Even her own explanation for her art suggests that it’s all about keeping hold of the finite when faced with infinity. Why else would she want to reflect her psychotic terrors if not to find a way to anchor herself? This is an artist who believes the act of creation, assisted by the mirrors’ infinite refraction, is an act of living, and so people careening images of her work across social media only helps her mission; our Instagram and Twitter and Facebook accounts become new kinds of mirrors, “in the vein of Kusama’s radical connectivity,” says Yoshitake. “That’s very much part of the expansion. She’s very happy that it’s touched many people.”
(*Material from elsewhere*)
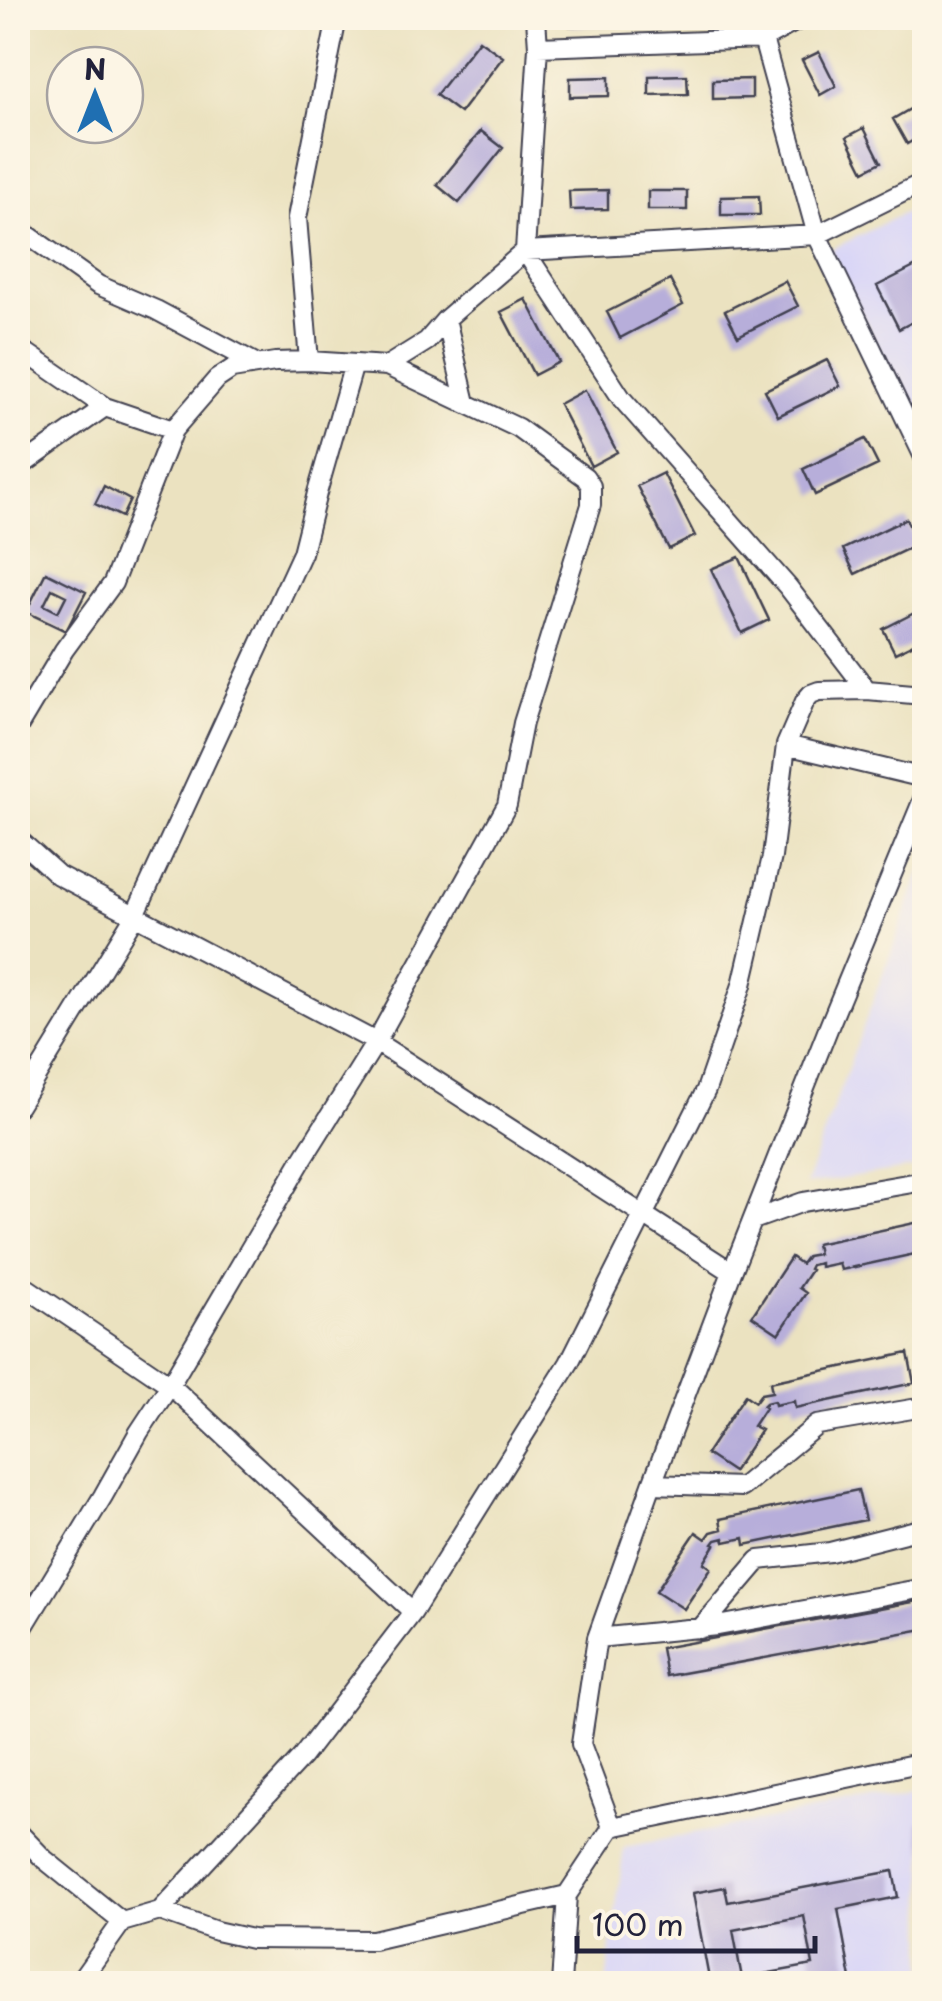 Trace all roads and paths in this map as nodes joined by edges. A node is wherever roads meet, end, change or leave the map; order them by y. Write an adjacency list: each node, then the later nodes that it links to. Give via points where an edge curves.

And so if infinity is death, and making art is deeply mortal, Kusama’s long art career creating unrelenting approximations of the infinite using finite tools—65 years of prolific output that continues to this day—is the ultimate act of confrontation, moored in the present, and saying to the infinite: not yet. In a way, that’s what the selfie-seekers are doing, too. By grounding themselves in the phones we spend hours with, and centring themselves in the frames, they are rejecting the lure and threat of obliteration and taking heart in the certainty of themselves.

“When you enter those rooms, there is a boundlessness, and people get a little scared at first, and then they’re able to ground themselves somehow, whether it be with a photo or looking at the ground or looking at the door open slightly and seeing the light filter through,” says Yoshitake. “I think it’s just human nature to try to ground oneself, and to be out of that comfort zone is also very exhilarating.”

For her part, Yoshitake doesn’t necessarily see the selfie as an act of grounding. And this isn’t to say that focussing all your energy inside the room on the perfect selfie, or deploying flash to shatter other people’s experience, or—worst of all—straight-up damaging the art doesn’t miss the point. Indeed, at the Hirshhorn, the exhibit had to be closed for three days after a visitor reportedly trampled on one of Kusama’s pumpkins in the pursuit of a selfie, and as some of the AGO exhibit’s first visitors milled around waiting to see Love Forever, 1966/1994, where two faces can peek into an octagonal mirrored box that refracts a festival of lights, one staffer mentions to another that someone had already knocked into it with a backpack, chipping a swatch of paint on the frame that serves as an entryway for a face to see and feel the Vegas-coloured lights’ propulsive heat.

But it seems that whether visitors lose themselves in the rooms—or instead tether themselves in their phone’s frame—Kusama’s message is that there’s power in getting to choose how close to infinity we want to get.

The next block of members’ tickets to Infinity Mirrors at the Art Gallery of Ontario will be available online on Mar. 20, while the next block of general-admission tickets will be available on Mar. 27.